Every premium paid generates a small fee that accrues to the protocol in USDC. When the accumulated fee crosses $500 OR after 50 successful purchases (whichever first), TWAPBurner V2 triggers:
  1. Read 1-hour LUMINA/USDC TWAP from the DEX (mitigates MEV).
  2. Swap accumulated USDC fees → LUMINA.
  3. Burn the resulting LUMINA via LuminaToken.burn().
The burn fires automatically — there’s no operator schedule.
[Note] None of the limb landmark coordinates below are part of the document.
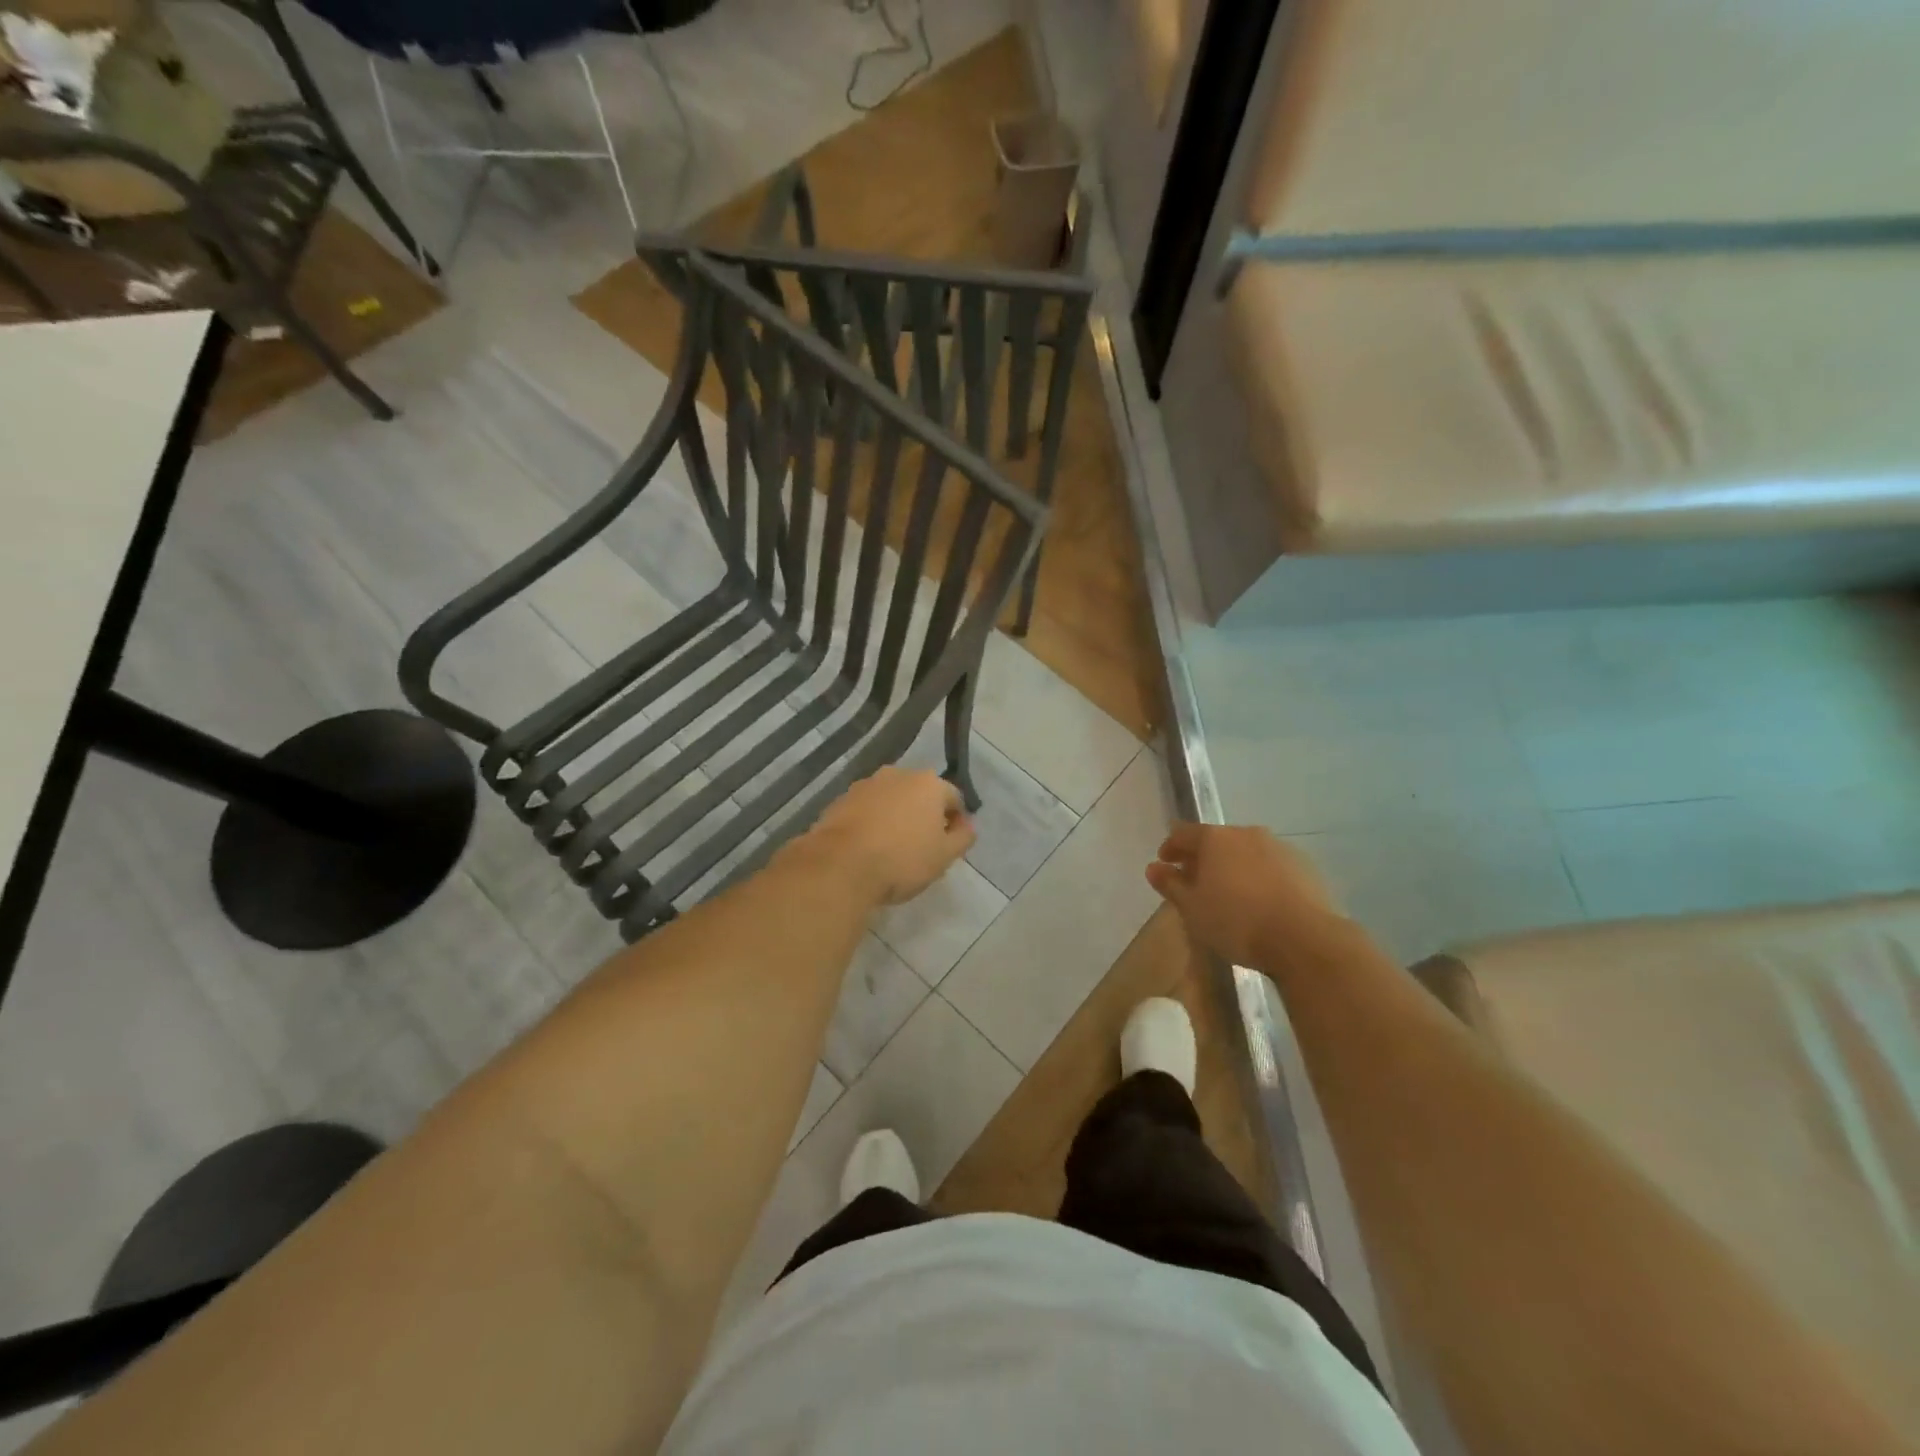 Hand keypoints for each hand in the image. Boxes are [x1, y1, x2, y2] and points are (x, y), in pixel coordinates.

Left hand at [801, 767, 976, 905]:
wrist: (840, 866)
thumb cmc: (901, 860)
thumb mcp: (944, 856)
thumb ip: (963, 838)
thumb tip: (968, 826)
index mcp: (928, 783)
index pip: (954, 798)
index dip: (957, 821)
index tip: (951, 845)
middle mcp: (898, 774)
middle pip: (920, 794)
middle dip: (925, 815)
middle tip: (924, 847)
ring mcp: (866, 785)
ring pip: (891, 800)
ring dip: (896, 817)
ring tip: (893, 848)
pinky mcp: (840, 800)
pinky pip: (866, 809)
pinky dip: (872, 822)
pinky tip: (868, 847)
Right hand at [1146, 823, 1342, 966]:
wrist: (1304, 938)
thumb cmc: (1236, 922)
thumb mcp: (1192, 908)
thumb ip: (1171, 885)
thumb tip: (1154, 868)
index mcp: (1214, 838)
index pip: (1183, 833)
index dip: (1170, 848)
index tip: (1165, 866)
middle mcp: (1246, 833)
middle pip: (1216, 840)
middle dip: (1203, 858)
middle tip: (1196, 883)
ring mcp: (1279, 847)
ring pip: (1246, 852)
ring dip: (1233, 867)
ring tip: (1230, 895)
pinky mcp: (1305, 866)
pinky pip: (1272, 866)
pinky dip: (1260, 877)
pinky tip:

The rate tracks protocol usage 1:1.

Buyback engine

The BuybackEngine is deployed on Base mainnet at 0x558F1675c10650A027e68BE33F8C5F290d8Ea307. It receives the 8% buyback slice of every fee and (audit fix M-10 added commit-reveal MEV protection) handles larger periodic buybacks. Operationally, these larger buys go through a private mempool to mitigate sandwich attacks.

Sustainability model

The protocol is designed to be self-funding once usage reaches a target threshold:
  • Premiums fund both the bond vault (for payouts) and the burn engine.
  • The vault solvency floor (audit fix M-11) ensures burnFromReserves never starves the bond payout queue.